Records to process START

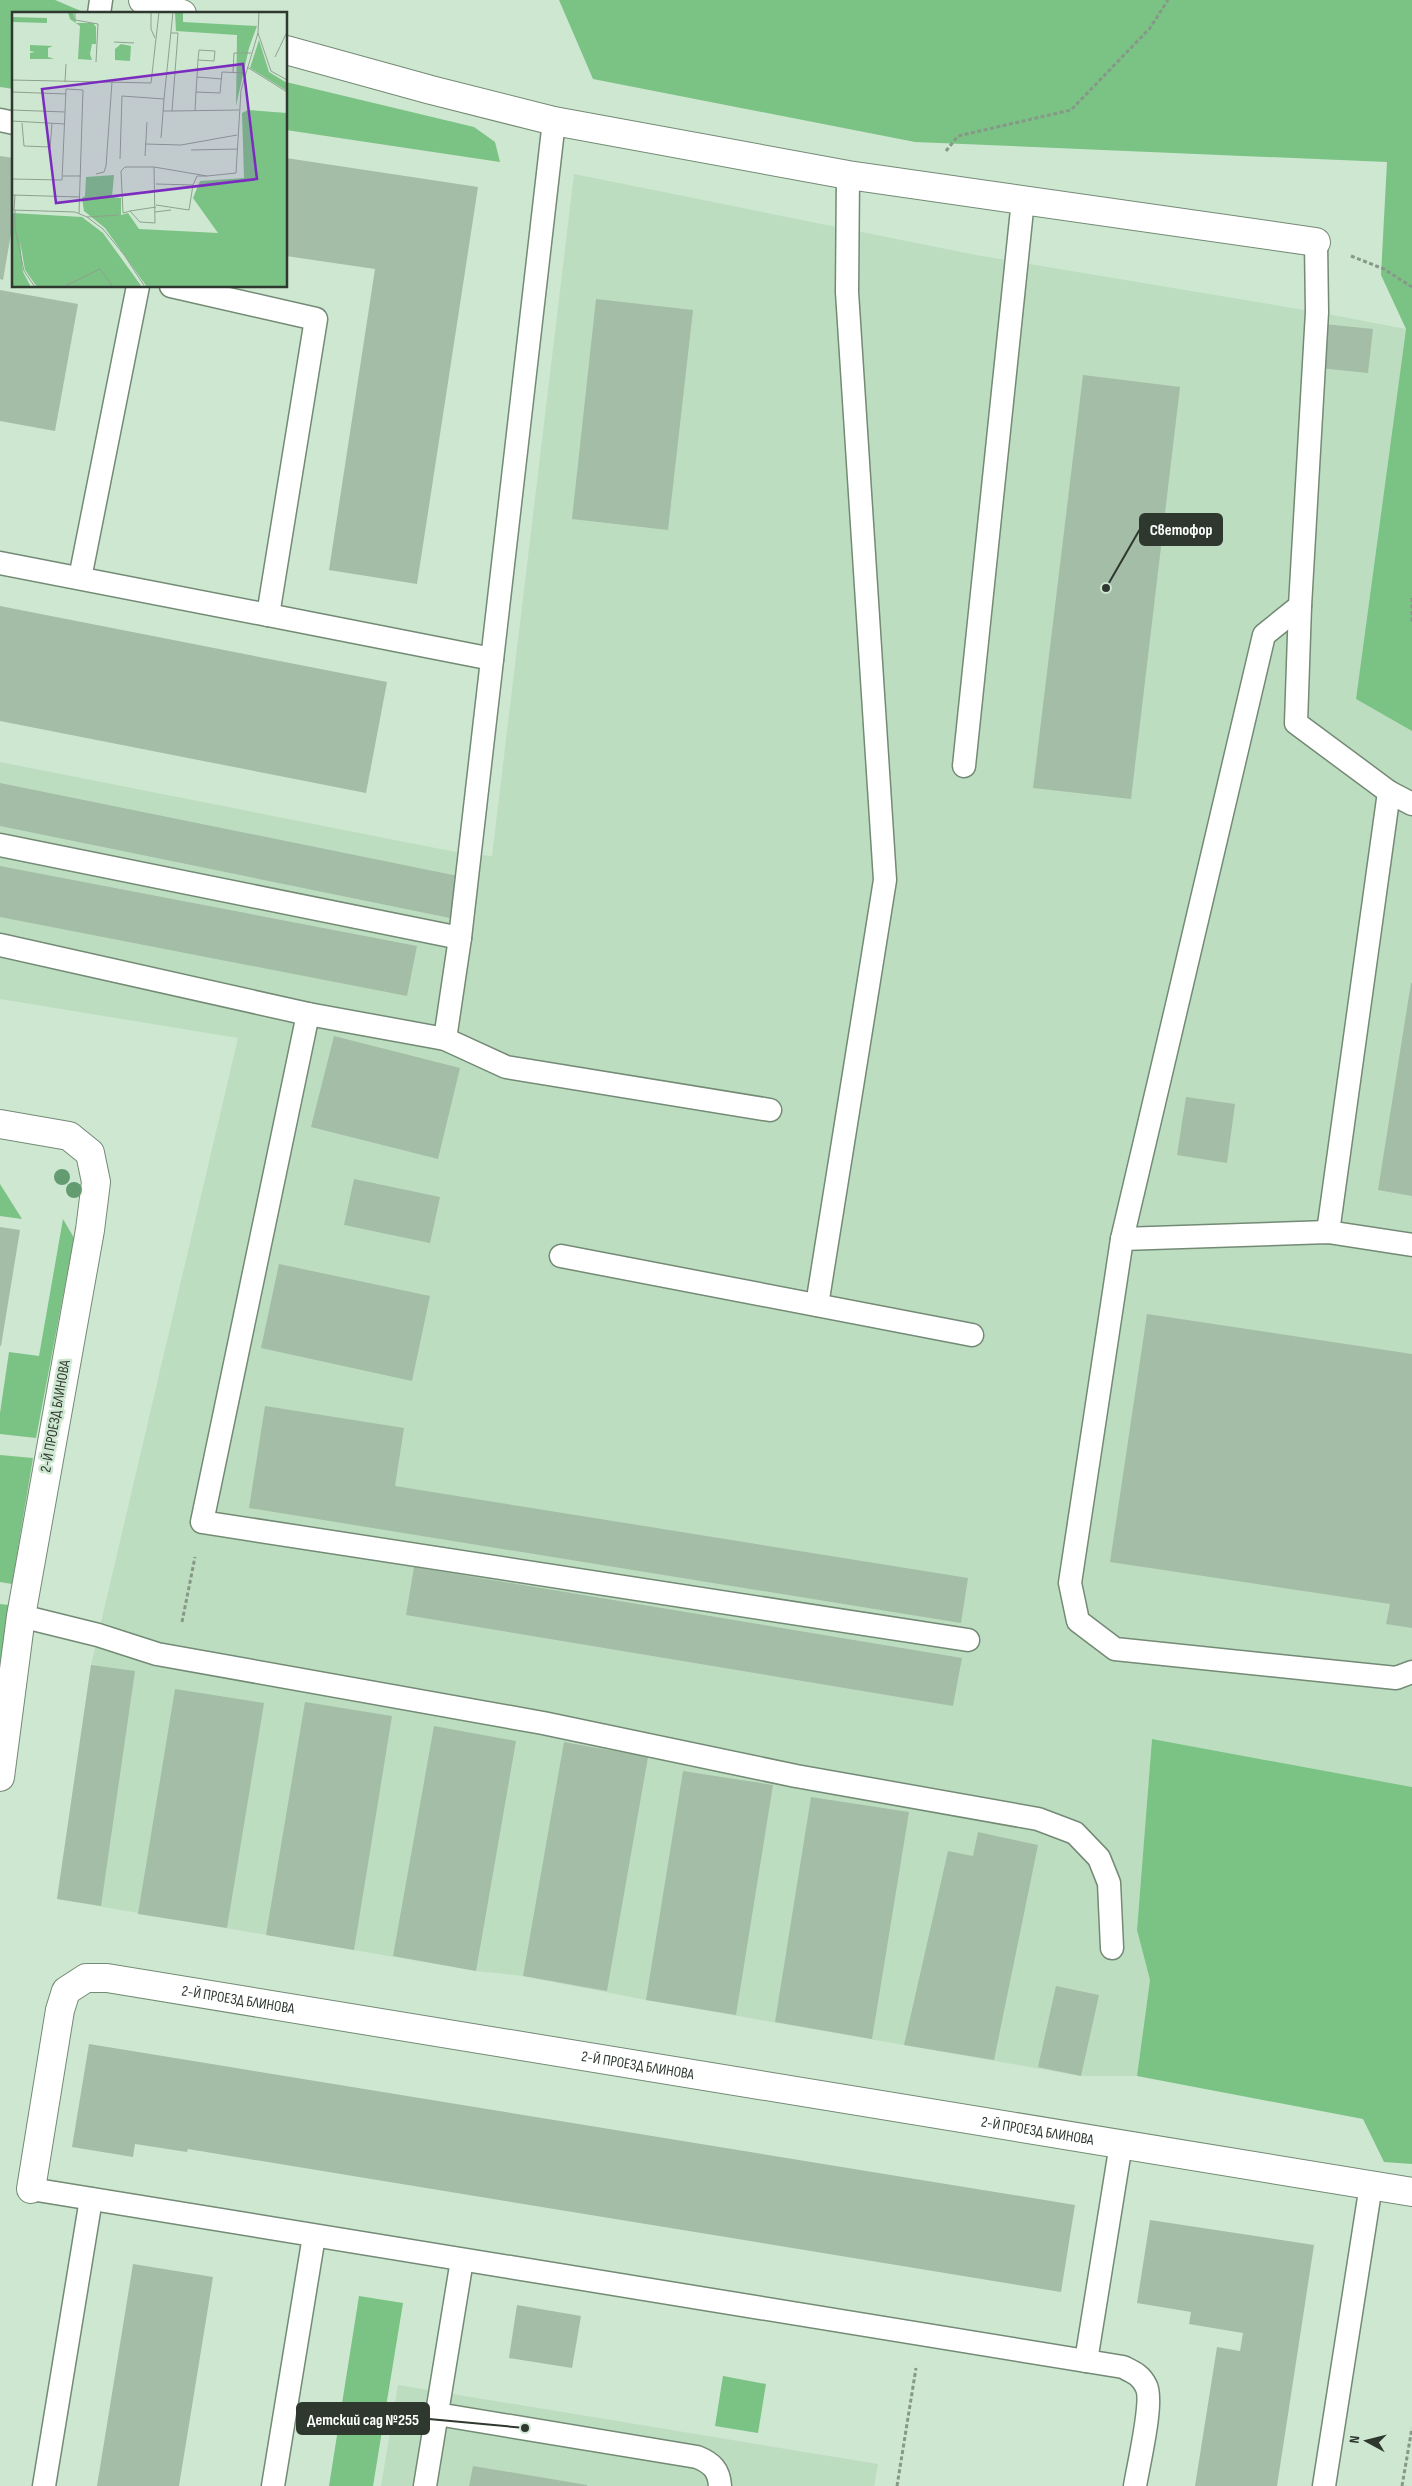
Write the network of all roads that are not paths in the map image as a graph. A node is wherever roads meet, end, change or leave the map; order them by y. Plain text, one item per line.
1 (143, 0) edge
2 (176, 12) edge
3 (288, 51) edge
4 (554, 120) junction
5 (848, 175) junction
6 (1023, 200) junction
7 (1316, 242) joint
8 (138, 288) edge
9 (180, 288) edge
10 (0, 563) edge
11 (80, 578) junction
12 (1300, 606) junction
13 (268, 615) junction
14 (492, 659) junction
15 (964, 766) dead end
16 (1389, 792) junction
17 (1412, 804) edge
18 (0, 846) edge
19 (460, 938) junction
20 (0, 944) edge
21 (308, 1014) junction
22 (445, 1038) junction
23 (770, 1110) dead end
24 (0, 1124) edge
25 (1328, 1232) junction
26 (1122, 1240) junction
27 (1412, 1245) edge
28 (561, 1256) dead end
29 (817, 1305) junction
30 (972, 1335) dead end
31 (21, 1616) junction
32 (968, 1640) dead end
33 (1412, 1672) edge
34 (0, 1777) edge
35 (1112, 1948) dead end
36 (1121, 2144) junction
37 (1371, 2185) junction
38 (31, 2189) joint
39 (1412, 2192) edge
40 (91, 2199) junction
41 (314, 2236) junction
42 (462, 2260) junction
43 (1086, 2362) junction
44 (437, 2414) junction
45 (44, 2486) edge
46 (273, 2486) edge
47 (426, 2486) edge
48 (720, 2486) edge
49 (1135, 2486) edge
50 (1324, 2486) edge

1 - 2 street
3 - 4 street
4 - 5 street
4 - 14 lane
5 - 6 street
5 - 29 lane
6 - 7 street
6 - 15 lane
7 - 12 lane
8 - 11 lane
9 - 13 lane
10 - 11 lane
11 - 13 lane
12 - 16 lane
12 - 26 lane
13 - 14 lane
14 - 19 lane
16 - 17 lane
16 - 25 lane
18 - 19 lane
19 - 22 lane
20 - 21 lane
21 - 22 lane
21 - 32 lane
22 - 23 lane
24 - 31 street, 2-Й ПРОЕЗД БЛИНОВА
25 - 26 lane
25 - 27 lane
26 - 33 lane
28 - 29 lane
29 - 30 lane
31 - 34 street, 2-Й ПРОЕЗД БЛИНОВА
31 - 35 lane
36 - 37 street, 2-Й ПРОЕЗД БЛИНОВА
36 - 38 street, 2-Й ПРОЕЗД БЛИНОВА
36 - 43 lane
37 - 39 street, 2-Й ПРОЕЗД БЛИНОВА
37 - 50 lane
38 - 40 lane
40 - 41 lane
40 - 45 lane
41 - 42 lane
41 - 46 lane
42 - 43 lane
42 - 44 lane
43 - 49 lane
44 - 47 lane
44 - 48 lane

Records to process END

> About this task
Output the full set of records above without changing a word, and drop the images.

> Result of the task
Write the network of all roads that are not paths in the map image as a graph. A node is wherever roads meet, end, change or leave the map; order them by y. Plain text, one item per line.
1 (143, 0) edge
2 (176, 12) edge
3 (288, 51) edge
4 (554, 120) junction
5 (848, 175) junction
6 (1023, 200) junction
7 (1316, 242) joint
8 (138, 288) edge
9 (180, 288) edge
10 (0, 563) edge
11 (80, 578) junction
12 (1300, 606) junction
13 (268, 615) junction
14 (492, 659) junction
15 (964, 766) dead end
16 (1389, 792) junction
17 (1412, 804) edge
18 (0, 846) edge
19 (460, 938) junction
20 (0, 944) edge
21 (308, 1014) junction
22 (445, 1038) junction
23 (770, 1110) dead end
24 (0, 1124) edge
25 (1328, 1232) junction
26 (1122, 1240) junction
27 (1412, 1245) edge
28 (561, 1256) dead end
29 (817, 1305) junction
30 (972, 1335) dead end
31 (21, 1616) junction
32 (968, 1640) dead end
33 (1412, 1672) edge
34 (0, 1777) edge
35 (1112, 1948) dead end
36 (1121, 2144) junction
37 (1371, 2185) junction
38 (31, 2189) joint
39 (1412, 2192) edge
40 (91, 2199) junction
41 (314, 2236) junction
42 (462, 2260) junction
43 (1086, 2362) junction
44 (437, 2414) junction
45 (44, 2486) edge
46 (273, 2486) edge
47 (426, 2486) edge
48 (720, 2486) edge
49 (1135, 2486) edge
50 (1324, 2486) edge

1 - 2 street
3 - 4 street
4 - 5 street
4 - 14 lane
5 - 6 street
5 - 29 lane
6 - 7 street
6 - 15 lane
7 - 12 lane
8 - 11 lane
9 - 13 lane
10 - 11 lane
11 - 13 lane
12 - 16 lane
12 - 26 lane
13 - 14 lane
14 - 19 lane
16 - 17 lane
16 - 25 lane
18 - 19 lane
19 - 22 lane
20 - 21 lane
21 - 22 lane
21 - 32 lane
22 - 23 lane
24 - 31 street, 2-Й ПРОЕЗД БЛИНОВА
25 - 26 lane
25 - 27 lane
26 - 33 lane
28 - 29 lane
29 - 30 lane
31 - 34 street, 2-Й ПРОЕЗД БЛИНОВА
31 - 35 lane
36 - 37 street, 2-Й ПРОЕЗД БЛИНОВА
36 - 38 street, 2-Й ПРОЕЗД БЛИНОВА
36 - 43 lane
37 - 39 street, 2-Й ПРОЕЗД БЛИНОВА
37 - 50 lane
38 - 40 lane
40 - 41 lane
40 - 45 lane
41 - 42 lane
41 - 46 lane
42 - 43 lane
42 - 44 lane
43 - 49 lane
44 - 47 lane
44 - 48 lane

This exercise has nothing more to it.